Specifically, each processor core may fail to signal inter-core communications due to an exception, and a timeout mechanism may be provided in the processor core in order to avoid long invalid waits.

The current processor core controls the lower processor which is governed by the current processor core to start a timer to time the power-on self-test of the lower processor after the power-on of the lower processor, if the time length exceeds the preset time length, namely the time comes, the current processor core does not receive the power-on self-test completion notification sent by the lower processor core, the current processor core can generate a timeout event, and actively reads the power-on self-test result of the memory address appointed by the lower processor core, or the current processor core directly judges that the lower processor core is abnormal in starting. The current processor core can also perform power-off processing on the lower processor core judged to be abnormal in starting, write a closing code into a designated memory address, and report the abnormal processing state to the upper processor core through an inter-core communication mechanism.
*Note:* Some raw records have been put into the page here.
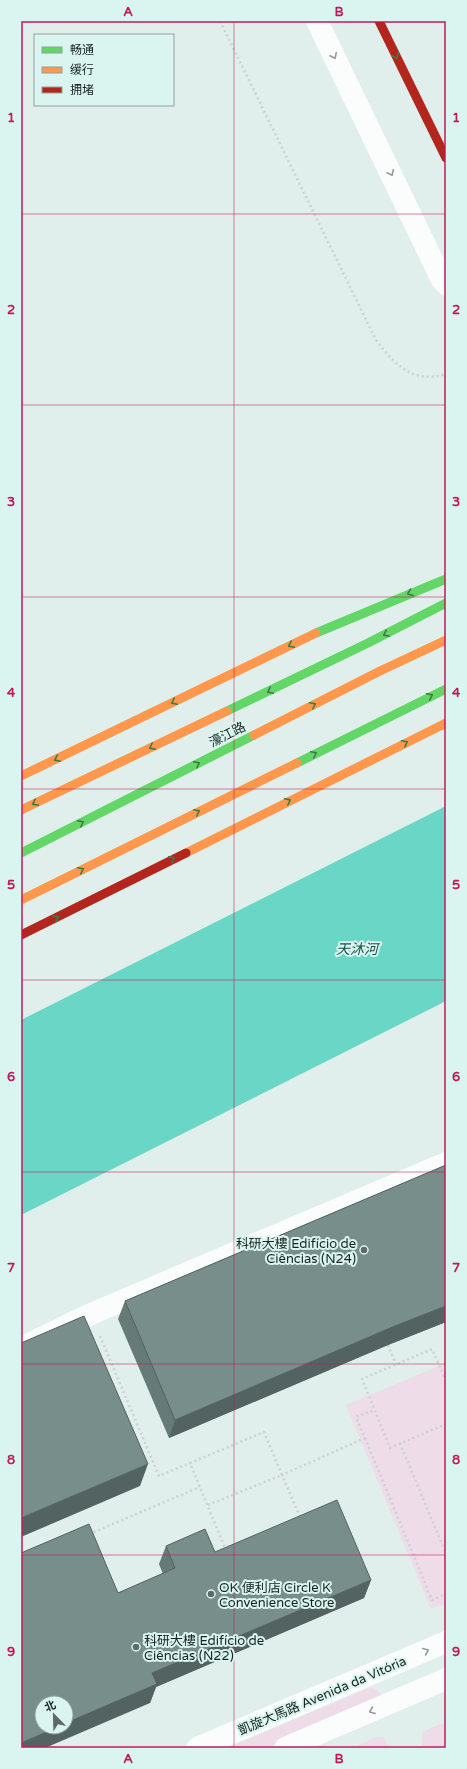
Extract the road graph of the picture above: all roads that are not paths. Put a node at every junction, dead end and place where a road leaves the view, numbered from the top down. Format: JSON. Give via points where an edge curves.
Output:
{"nodes":[{"id":1,"x":317,"y":21,"type":"edge"},
{"id":2,"x":379,"y":21,"type":"edge"},
{"id":3,"x":446,"y":158,"type":"edge"},
{"id":4,"x":446,"y":284,"type":"edge"},
{"id":5,"x":446,"y":579,"type":"edge"},
{"id":6,"x":446,"y":603,"type":"edge"},
{"id":7,"x":446,"y":640,"type":"edge"},
{"id":8,"x":446,"y":688,"type":"edge"},
{"id":9,"x":446,"y":722,"type":"edge"},
{"id":10,"x":21,"y":776,"type":"edge"},
{"id":11,"x":21,"y":810,"type":"edge"},
{"id":12,"x":21,"y":853,"type":"edge"},
{"id":13,"x":21,"y":900,"type":"edge"},
{"id":14,"x":21,"y":935,"type":"edge"},
{"id":15,"x":446,"y":1163,"type":"edge"},
{"id":16,"x":21,"y":1348,"type":"edge"},
{"id":17,"x":446,"y":1642,"type":"edge"},
{"id":18,"x":364,"y":1677,"type":"junction"},
{"id":19,"x":446,"y":1680,"type":"edge"},
{"id":20,"x":396,"y":1701,"type":"junction"},
{"id":21,"x":310,"y":1741,"type":"edge"},
{"id":22,"x":197,"y":1748,"type":"edge"},
{"id":23,"x":285,"y":1748,"type":"edge"}],
"edges":[{"from":1,"to":4,"type":"street","one_way":true},
{"from":2,"to":3,"type":"main road","one_way":true},
{"from":5,"to":10,"type":"main road","one_way":true,"via":[[332,625]]},
{"from":6,"to":11,"type":"main road","name":"濠江路","one_way":true},
{"from":12,"to":7,"type":"main road","name":"濠江路","one_way":true},
{"from":13,"to":8,"type":"main road","one_way":true},
{"from":14,"to":9,"type":"main road","one_way":true},
{"from":15,"to":16,"type":"street","via":[[91,1314]]},
{"from":18,"to":17,"type":"street","name":"凱旋大馬路 Avenida da Vitória","one_way":true},
{"from":18,"to":20,"type":"street","via":[[385,1679],[392,1688]]},
{"from":18,"to":22,"type":"street","name":"凱旋大馬路 Avenida da Vitória"},
{"from":19,"to":20,"type":"street"},
{"from":20,"to":21,"type":"street","one_way":true},
{"from":21,"to":23,"type":"street"}]}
According to the embodiment, by setting the timeout mechanism, the situation that the power-on self-test result cannot be timely reported and transmitted due to abnormal communication of the processor cores is avoided, so that the upper processor cores can timely acquire the power-on self-test result of the lower processor cores.

In one embodiment, after notifying the upper processor core after obtaining the functional self-test result, the method further comprises:

if a normal starting instruction is received, a function self-checking program enters a normal program, wherein the normal starting instruction is sent by a highest-level processor core through an upper-level processor core after the function self-checking result of the current processor core is determined to be correct;

before reporting the upper processor core after updating the function record information, the method further comprises:

if the function self-checking result of the lower processor core is wrong, determining whether the task dispatching times exceeds a second threshold value, if the task dispatching times do not exceed the second threshold value, dispatching the corresponding function self-checking task to the lower processor core again,

if the second threshold value is exceeded, controlling the lower processor core to finish the function self-checking and/or power-off;

reporting the upper processor core after updating the function record information, comprising: if the function record information exceeds the second threshold value or the function self-checking result of the lower processor core is correct, reporting the function record information to the upper processor core after updating the function record information.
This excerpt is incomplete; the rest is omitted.